The results obtained during this project provide the foundations for future research, from which it will be possible to achieve widespread usage of Zn-based decives in the future. POMs were proved to be efficient and versatile materials for Zn-air cathode development as well as other technologies, such as water splitting or fuel cells, whose working principle is linked to either oxygen evolution or reduction reactions. Likewise, the electrolytes prepared and tested can be used as starting points for optimization of supercapacitors having metal anodes. The knowledge can also be extended to other Zn energy storage chemistries, in order to maximize the life and the energy output of these devices.

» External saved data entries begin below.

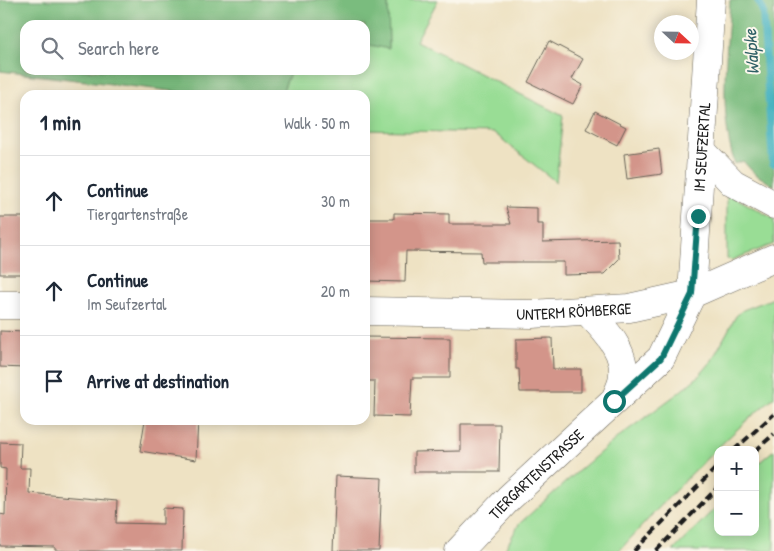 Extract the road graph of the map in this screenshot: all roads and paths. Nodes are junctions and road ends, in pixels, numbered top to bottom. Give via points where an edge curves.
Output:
1 (712, 0) edge
2 (702, 152) junction
3 (774, 204) edge
4 (774, 258) edge
5 (692, 294) junction
6 (0, 305) edge
7 (20, 306) edge
8 (587, 310) junction
9 (370, 311) edge
10 (614, 401) junction
11 (459, 551) edge

1 - 2 main road, IM SEUFZERTAL
2 - 3 main road via 733,183
2 - 5 main road, IM SEUFZERTAL
4 - 5 main road, UNTERM RÖMBERGE
5 - 8 main road, UNTERM RÖMBERGE via 629,308
5 - 10 main road, TIERGARTENSTRASSE via 661,358
6 - 7 main road
8 - 9 main road, UNTERM RÖMBERGE via 532,314
8 - 10 main road, TIERGARTENSTRASSE via 612,338 622,358 622,381
10 - 11 main road, TIERGARTENSTRASSE via 509,498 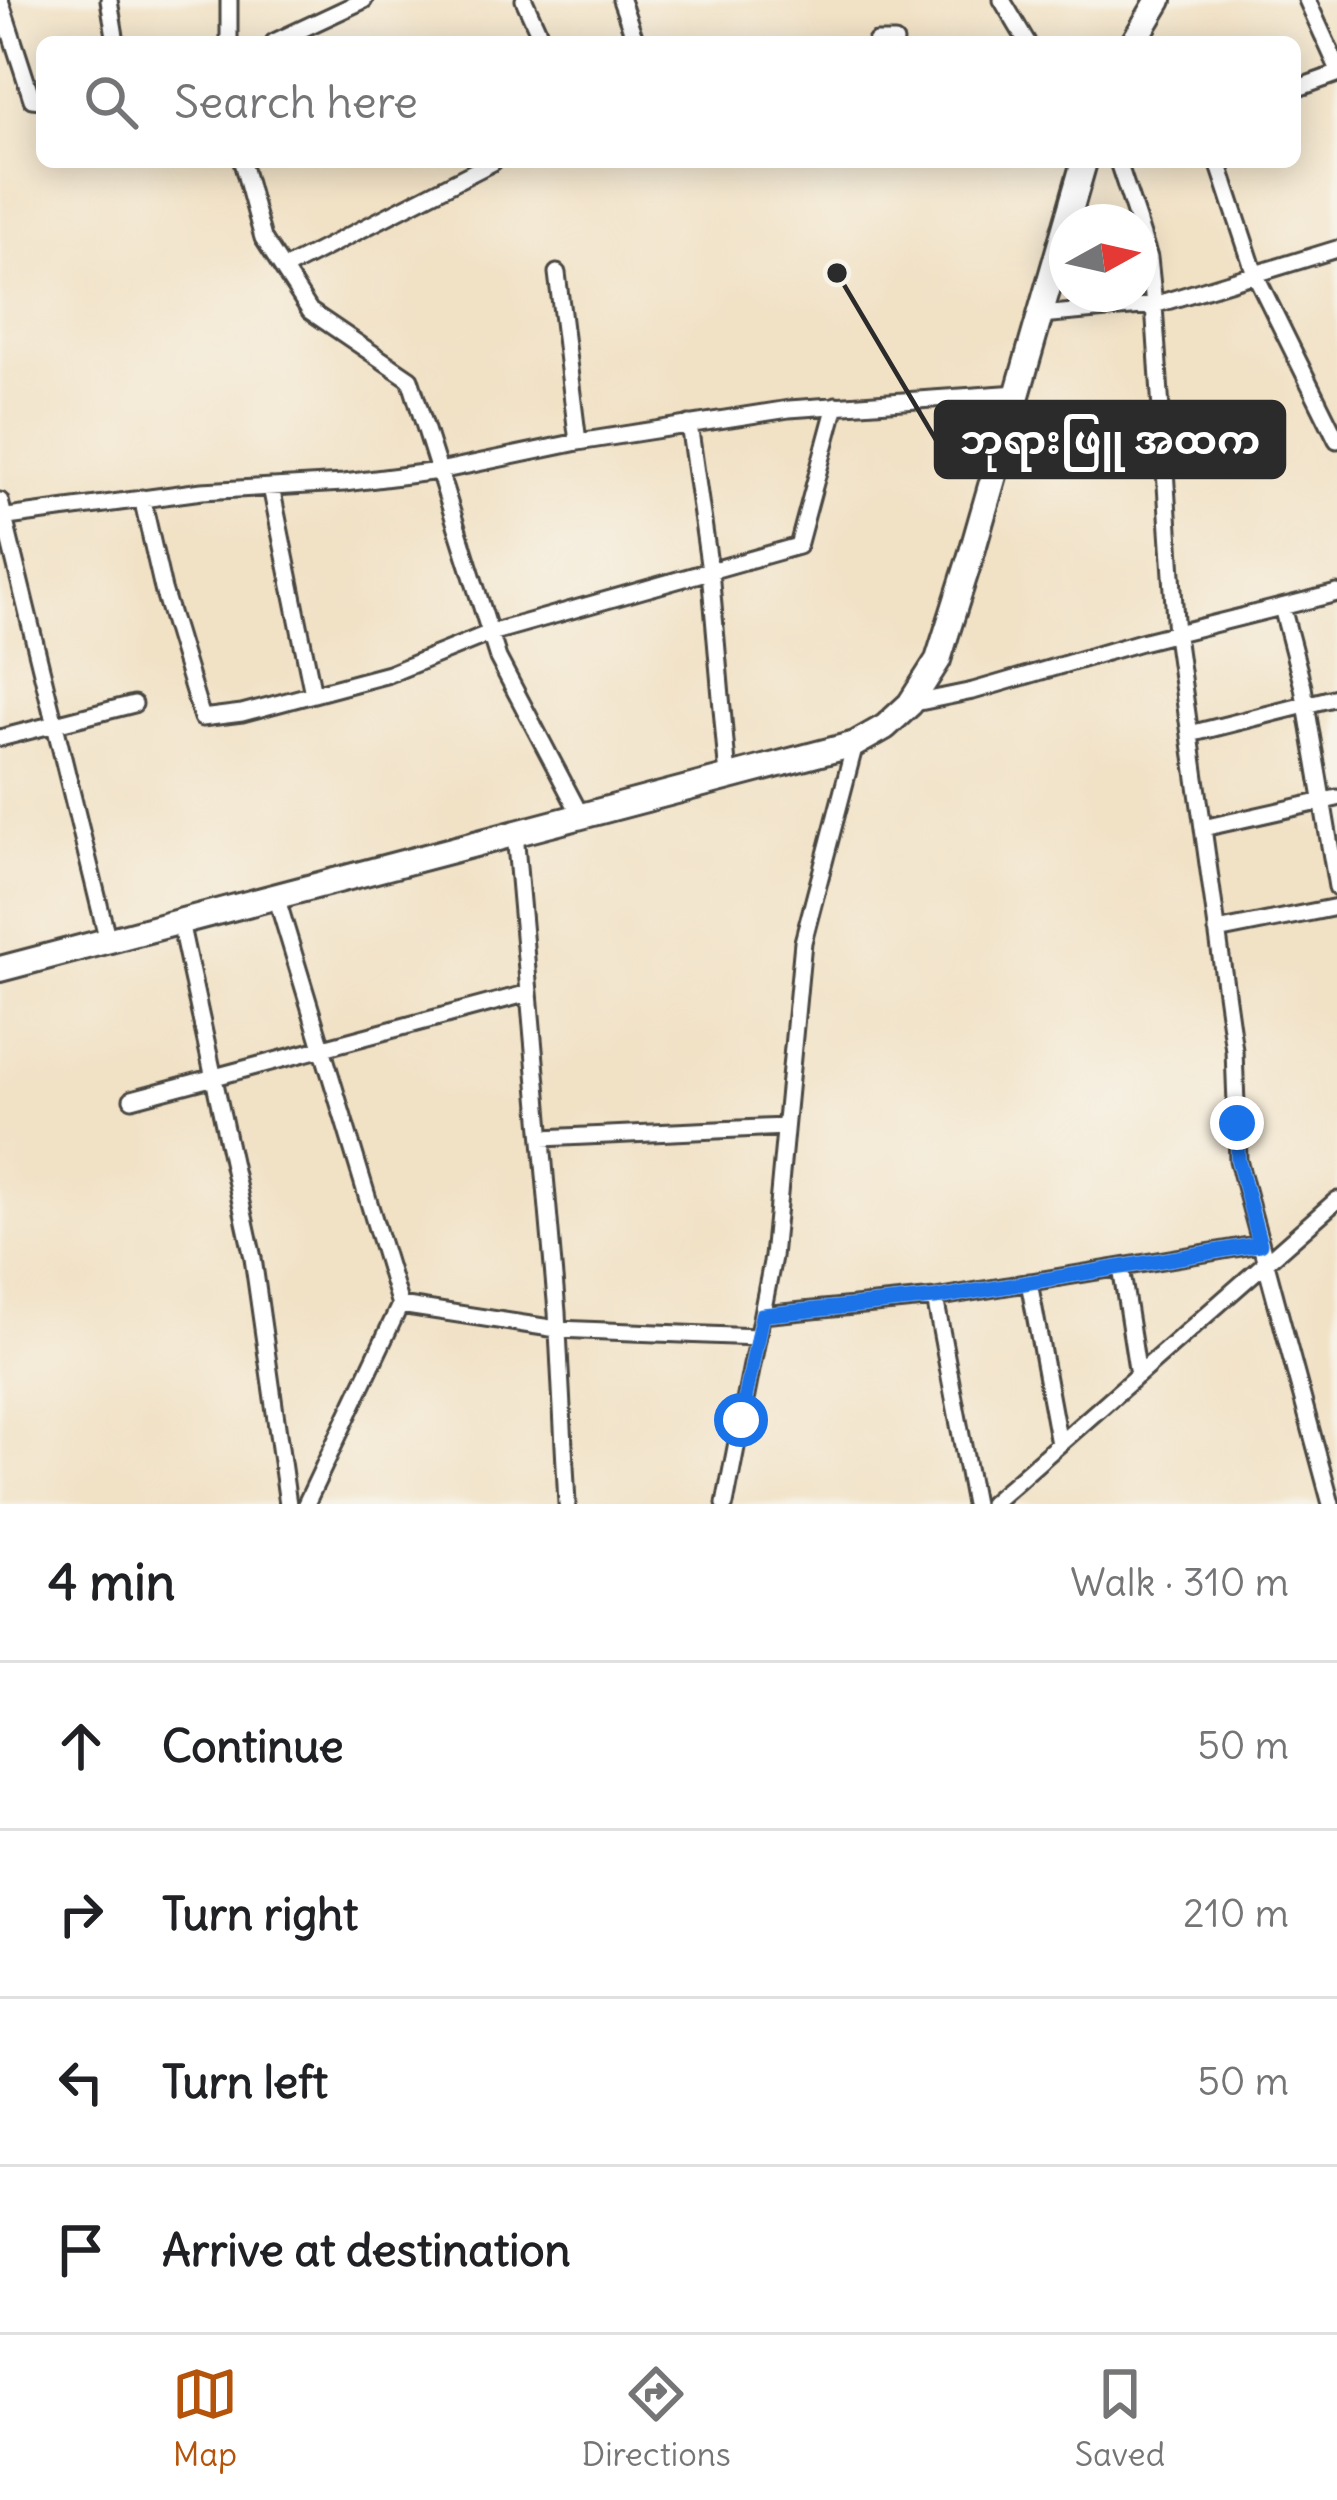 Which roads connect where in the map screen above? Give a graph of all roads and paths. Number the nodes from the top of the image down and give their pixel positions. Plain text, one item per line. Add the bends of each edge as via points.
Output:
1 (0, 0) edge
2 (110, 0) edge
3 (229, 0) edge
4 (364, 0) edge
5 (524, 0) edge
6 (621, 0) edge
7 (1002, 0) edge
8 (1160, 0) edge
9 (1307, 0) edge
10 (115, 36) edge
11 (229, 36) edge
12 (287, 36) edge
13 (540, 36) edge
14 (634, 36) edge
15 (1023, 36) edge
16 (1138, 36) edge
17 (1337, 70) edge
18 (1301, 86) edge
19 (36, 99) edge
20 (244, 168) edge
21 (482, 168) edge
22 (1082, 168) edge
23 (1120, 168) edge
24 (1220, 168) edge
25 (1132, 204) edge
26 (1337, 250) edge
27 (284, 269) junction
28 (557, 273) dead end
29 (1255, 274) junction
30 (1157, 303) edge
31 (1071, 312) edge
32 (1155, 312) edge
33 (1040, 315) junction
34 (1018, 393) junction
35 (836, 405) junction
36 (689, 424) junction
37 (1337, 440) edge
38 (578, 442) junction
39 (439, 471) junction
40 (271, 487) junction
41 (142, 498) junction
42 (2, 512) edge
43 (710, 571) junction
44 (1337, 592) edge
45 (1282, 607) junction
46 (490, 633) junction
47 (1176, 634) junction
48 (314, 694) junction
49 (1337, 697) edge
50 (134, 704) dead end
51 (910, 704) junction
52 (1307, 706) junction
53 (55, 723) junction
54 (1190, 734) junction
55 (0, 738) edge
56 (855, 744) junction
57 (728, 777) junction
58 (1329, 800) edge
59 (581, 816) junction
60 (1203, 828) junction
61 (515, 833) junction
62 (1337, 887) edge
63 (276, 896) junction
64 (1337, 907) edge
65 (180, 922) junction
66 (1217, 931) junction
67 (108, 941) junction
68 (0, 969) edge
69 (529, 993) junction
70 (322, 1047) junction
71 (214, 1074) junction
72 (132, 1099) dead end
73 (785, 1127) junction
74 (542, 1138) junction
75 (1337, 1200) edge
76 (1260, 1244) junction
77 (1265, 1263) junction
78 (1121, 1267) junction
79 (1029, 1282) junction
80 (935, 1298) junction
81 (400, 1305) junction
82 (762, 1315) junction
83 (557, 1329) junction
84 (757, 1337) junction
85 (1138, 1376) junction
86 (1059, 1444) junction
87 (288, 1504) edge
88 (305, 1504) edge
89 (567, 1504) edge
90 (725, 1504) edge
91 (974, 1504) edge
92 (991, 1504) edge
93 (1331, 1504) edge

1 - 19 street
2 - 10 street
3 - 11 street
4 - 12 street
5 - 13 street
6 - 14 street
7 - 15 street
8 - 16 highway
9 - 17 street
17 - 18 street
20 - 27 street via 263,238
21 - 27 street
22 - 33 highway
23 - 25 street
24 - 29 street
26 - 29 street
27 - 39 street via 310,311 410,379
28 - 38 street
29 - 30 street
29 - 37 street
31 - 33 street
32 - 47 street
33 - 34 highway
34 - 35 street
34 - 51 highway via 938,659
35 - 36 street
35 - 43 street via 798,546
36 - 38 street
36 - 43 street
38 - 39 street
39 - 40 street
39 - 46 street
40 - 41 street
40 - 48 street
41 - 42 street
41 - 48 street via 202,718
42 - 53 street
43 - 46 street
43 - 57 street
44 - 45 street
45 - 47 street
45 - 52 street
46 - 48 street
46 - 59 street
47 - 51 street
47 - 54 street
49 - 52 street
50 - 53 street
51 - 56 highway
52 - 54 street
52 - 58 street
53 - 55 street
53 - 67 street
54 - 60 street
56 - 57 highway
56 - 73 street via 803,942
57 - 59 highway
58 - 60 street
58 - 62 street
59 - 61 highway
60 - 66 street
61 - 63 highway
61 - 69 street
63 - 65 highway
63 - 70 street
64 - 66 street
65 - 67 highway
65 - 71 street
66 - 76 street via 1234,1050 1238,1160
67 - 68 highway
69 - 70 street
69 - 74 street
70 - 71 street
70 - 81 street
71 - 72 street
71 - 87 street via 253,1258
73 - 74 street
73 - 82 street
74 - 83 street
75 - 77 street
76 - 77 street
76 - 78 street
77 - 85 street
77 - 93 street
78 - 79 street
78 - 85 street
79 - 80 street
79 - 86 street
80 - 82 street
80 - 91 street
81 - 83 street
81 - 88 street
82 - 84 street
83 - 84 street
83 - 89 street
84 - 90 street
85 - 86 street
86 - 92 street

Finally, our preliminary work on Prussian blue cathodes for Zn-ion suggest that a reduced crystal size together with integration of the active and conductive materials in a hybrid one can bring a step forward the performance of this sustainable, and thus attractive, material. We have also been able to identify possible degradation mechanism, which should be verify in the future used for proper material design and optimization.